The all-time leading scorer in school history is at West Virginia, seniors Omari Lawrence and Kevin Parrom transferred out and Tyreke Johnson is the lone returning starter on a very young St. Raymond’s basketball team.
And yet, Ravens coach Oliver Antigua couldn’t be happier.
“It’s a breath of fresh air for me,” Antigua said. “We do a lot of teaching. We’re really starting from scratch this year.”
Antigua knew he’d be without Darryl Bryant, who is third on the Mountaineers in scoring averaging 12 points per game, but Lawrence and Parrom are a different story. Following a physical altercation in the locker room with Antigua, Parrom was asked to leave the school and Lawrence, who signed a letter of intent to play at St. John’s, soon followed.
Antigua considered the loss of two Division I prospects addition by subtraction.
“I am really excited about dealing with the kids who want to represent St. Raymond’s and what the school is about and those are the kids we have now,” Antigua said. “Were they talented? Absolutely. Were they doing the right things? No.”
The lone player with some experience back is Johnson, the team’s senior point guard who is being recruited by Holy Cross, Colgate, Manhattan and St. Peter’s.

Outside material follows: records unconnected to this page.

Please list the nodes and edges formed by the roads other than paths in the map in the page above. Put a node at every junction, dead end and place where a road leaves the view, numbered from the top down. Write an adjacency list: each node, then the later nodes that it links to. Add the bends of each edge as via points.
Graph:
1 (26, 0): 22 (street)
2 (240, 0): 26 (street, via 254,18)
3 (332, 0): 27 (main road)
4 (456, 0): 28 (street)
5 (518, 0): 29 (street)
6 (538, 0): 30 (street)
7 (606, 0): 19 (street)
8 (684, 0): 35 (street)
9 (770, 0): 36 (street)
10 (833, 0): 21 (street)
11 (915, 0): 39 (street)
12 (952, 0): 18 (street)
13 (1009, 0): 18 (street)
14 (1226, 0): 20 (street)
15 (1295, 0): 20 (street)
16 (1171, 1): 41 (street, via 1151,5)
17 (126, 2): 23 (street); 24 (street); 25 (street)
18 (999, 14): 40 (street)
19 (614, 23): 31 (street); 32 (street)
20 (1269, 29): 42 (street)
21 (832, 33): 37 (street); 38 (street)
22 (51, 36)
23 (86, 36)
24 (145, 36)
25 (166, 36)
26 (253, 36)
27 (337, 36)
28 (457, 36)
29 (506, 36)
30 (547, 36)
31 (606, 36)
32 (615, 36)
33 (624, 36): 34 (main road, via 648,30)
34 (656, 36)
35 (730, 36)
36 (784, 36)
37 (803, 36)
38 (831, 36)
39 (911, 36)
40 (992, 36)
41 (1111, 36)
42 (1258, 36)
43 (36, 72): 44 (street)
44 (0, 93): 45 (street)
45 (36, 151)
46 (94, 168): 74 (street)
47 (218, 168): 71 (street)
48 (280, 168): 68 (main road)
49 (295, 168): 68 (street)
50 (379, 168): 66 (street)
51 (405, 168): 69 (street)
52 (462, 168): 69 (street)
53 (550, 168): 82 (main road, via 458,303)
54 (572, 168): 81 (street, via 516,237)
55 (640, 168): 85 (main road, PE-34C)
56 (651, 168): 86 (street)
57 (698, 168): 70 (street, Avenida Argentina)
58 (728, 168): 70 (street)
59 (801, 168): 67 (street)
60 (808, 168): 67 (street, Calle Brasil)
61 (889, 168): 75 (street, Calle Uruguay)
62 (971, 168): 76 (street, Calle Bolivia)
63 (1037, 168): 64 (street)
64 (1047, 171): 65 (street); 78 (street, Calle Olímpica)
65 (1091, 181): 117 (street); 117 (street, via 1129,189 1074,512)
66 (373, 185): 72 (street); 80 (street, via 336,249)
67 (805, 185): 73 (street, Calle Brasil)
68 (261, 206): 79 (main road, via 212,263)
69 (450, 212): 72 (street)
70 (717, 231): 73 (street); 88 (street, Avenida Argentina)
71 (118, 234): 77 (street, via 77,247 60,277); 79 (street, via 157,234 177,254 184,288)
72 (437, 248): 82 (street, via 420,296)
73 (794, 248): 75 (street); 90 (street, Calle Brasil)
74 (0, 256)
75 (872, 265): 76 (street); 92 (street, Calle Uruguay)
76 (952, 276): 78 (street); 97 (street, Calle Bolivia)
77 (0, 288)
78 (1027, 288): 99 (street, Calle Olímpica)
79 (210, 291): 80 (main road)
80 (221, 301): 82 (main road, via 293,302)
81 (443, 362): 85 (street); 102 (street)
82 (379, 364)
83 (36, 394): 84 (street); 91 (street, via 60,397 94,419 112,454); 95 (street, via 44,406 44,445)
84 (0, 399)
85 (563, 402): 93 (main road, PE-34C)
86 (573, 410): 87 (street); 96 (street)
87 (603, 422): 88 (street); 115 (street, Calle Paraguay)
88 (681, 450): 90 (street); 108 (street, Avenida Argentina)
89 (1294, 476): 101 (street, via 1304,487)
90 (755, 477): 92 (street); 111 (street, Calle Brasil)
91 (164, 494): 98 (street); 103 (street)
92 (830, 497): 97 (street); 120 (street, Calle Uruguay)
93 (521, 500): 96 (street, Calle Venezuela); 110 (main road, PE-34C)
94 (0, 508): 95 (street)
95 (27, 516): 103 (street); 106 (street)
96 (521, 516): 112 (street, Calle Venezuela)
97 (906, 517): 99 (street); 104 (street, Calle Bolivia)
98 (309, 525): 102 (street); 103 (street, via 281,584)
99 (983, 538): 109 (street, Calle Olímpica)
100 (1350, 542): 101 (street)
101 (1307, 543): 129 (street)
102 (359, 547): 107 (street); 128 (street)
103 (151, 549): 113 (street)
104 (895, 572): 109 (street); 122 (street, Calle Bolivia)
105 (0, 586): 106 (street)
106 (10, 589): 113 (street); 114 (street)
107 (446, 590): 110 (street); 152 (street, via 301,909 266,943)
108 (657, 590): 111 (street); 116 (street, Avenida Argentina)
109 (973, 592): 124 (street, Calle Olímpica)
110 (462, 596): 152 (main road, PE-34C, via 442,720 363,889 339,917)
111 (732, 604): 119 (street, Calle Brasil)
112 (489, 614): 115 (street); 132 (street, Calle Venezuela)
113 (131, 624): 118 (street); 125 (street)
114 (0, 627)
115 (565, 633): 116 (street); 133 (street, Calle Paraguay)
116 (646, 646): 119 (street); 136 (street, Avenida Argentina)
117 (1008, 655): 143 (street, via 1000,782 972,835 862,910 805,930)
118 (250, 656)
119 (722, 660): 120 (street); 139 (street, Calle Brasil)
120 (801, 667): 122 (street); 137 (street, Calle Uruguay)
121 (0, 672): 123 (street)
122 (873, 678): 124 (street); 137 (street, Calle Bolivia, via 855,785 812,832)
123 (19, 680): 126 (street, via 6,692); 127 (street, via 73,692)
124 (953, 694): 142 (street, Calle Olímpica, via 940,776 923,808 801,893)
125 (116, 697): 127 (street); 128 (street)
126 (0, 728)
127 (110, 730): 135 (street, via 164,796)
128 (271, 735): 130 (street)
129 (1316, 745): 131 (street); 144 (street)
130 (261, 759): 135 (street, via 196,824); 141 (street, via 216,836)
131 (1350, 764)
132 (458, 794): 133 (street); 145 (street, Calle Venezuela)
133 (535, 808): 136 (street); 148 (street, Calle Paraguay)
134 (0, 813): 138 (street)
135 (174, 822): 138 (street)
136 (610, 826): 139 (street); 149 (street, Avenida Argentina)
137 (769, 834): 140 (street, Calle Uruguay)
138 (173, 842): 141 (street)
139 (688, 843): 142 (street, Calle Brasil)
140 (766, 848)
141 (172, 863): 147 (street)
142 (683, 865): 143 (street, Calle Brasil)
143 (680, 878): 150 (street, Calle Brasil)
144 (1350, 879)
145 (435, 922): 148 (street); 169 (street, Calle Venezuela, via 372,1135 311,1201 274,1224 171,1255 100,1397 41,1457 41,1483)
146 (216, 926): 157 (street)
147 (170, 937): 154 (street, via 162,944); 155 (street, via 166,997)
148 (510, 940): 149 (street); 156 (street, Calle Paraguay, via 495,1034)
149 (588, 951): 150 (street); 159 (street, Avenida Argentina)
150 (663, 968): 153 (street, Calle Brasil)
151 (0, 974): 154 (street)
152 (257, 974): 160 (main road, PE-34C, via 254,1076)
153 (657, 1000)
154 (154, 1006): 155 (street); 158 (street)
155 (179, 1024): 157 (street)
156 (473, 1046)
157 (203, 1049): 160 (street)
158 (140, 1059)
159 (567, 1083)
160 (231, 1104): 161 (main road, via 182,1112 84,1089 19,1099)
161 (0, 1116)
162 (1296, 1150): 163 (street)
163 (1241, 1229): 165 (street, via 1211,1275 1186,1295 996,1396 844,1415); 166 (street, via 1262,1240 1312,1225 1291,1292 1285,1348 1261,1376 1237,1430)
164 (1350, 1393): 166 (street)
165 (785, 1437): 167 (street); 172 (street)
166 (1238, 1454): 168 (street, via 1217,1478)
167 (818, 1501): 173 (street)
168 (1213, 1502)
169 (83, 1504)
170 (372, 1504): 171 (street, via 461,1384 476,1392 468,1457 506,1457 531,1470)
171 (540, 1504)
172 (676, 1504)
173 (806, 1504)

“He’s been doing a great job and I give him a lot of credit,” Antigua said. “That’s why I think he’s an attractive recruit, because he does what you want.”
With the exception of Johnson, the Ravens are young and relatively inexperienced, including juniors Harold McBride, Steve Wittingham and Jatone Pierce-Bias and sophomores Joey De La Rosa, Sidiki Johnson and Jose Rodriguez.
“They still have to learn how to play at a high level every day and be consistent every day,” Antigua said. “That’s what I saw in the preseason so far. Some days they’re great and some days they’re like sophomores. I have to be really patient.”
Antigua likes what he sees from highly touted freshman Nkereuwem Okoro, one of the top players in the Class of 2012.
“He’s got to learn how to play, he’s got an unbelievable amount of talent, he’s quick and athletic and he can handle it and shoot it,” Antigua said. “He’s 6-foot-3, 190 pounds with a size 14 shoe so he can be about 6-foot-7 maybe and be a three-man. He’s got those guard skills already.”
How quickly St. Raymond’s matures will determine how well it does in a wide-open CHSAA ‘AA’ this season.
“Our goal is to get better every day.” Antigua said. “I know it’s a cliché, but really we don’t care what happens now. We just want to get ready so that in February we’re playing our best basketball.”
Ultimately, Antigua would love for this group to resemble the 2000 team that was led by Peter Mulligan and defeated a Rice team with major Division I players Andre Barrett, Kyle Cuffe and Andre Sweet four times en route to the intersectional championship.
“The only reason we beat them is because we had an unbelievably tight group of kids, no superstars, just team guys willing to do all the little things,” Antigua said.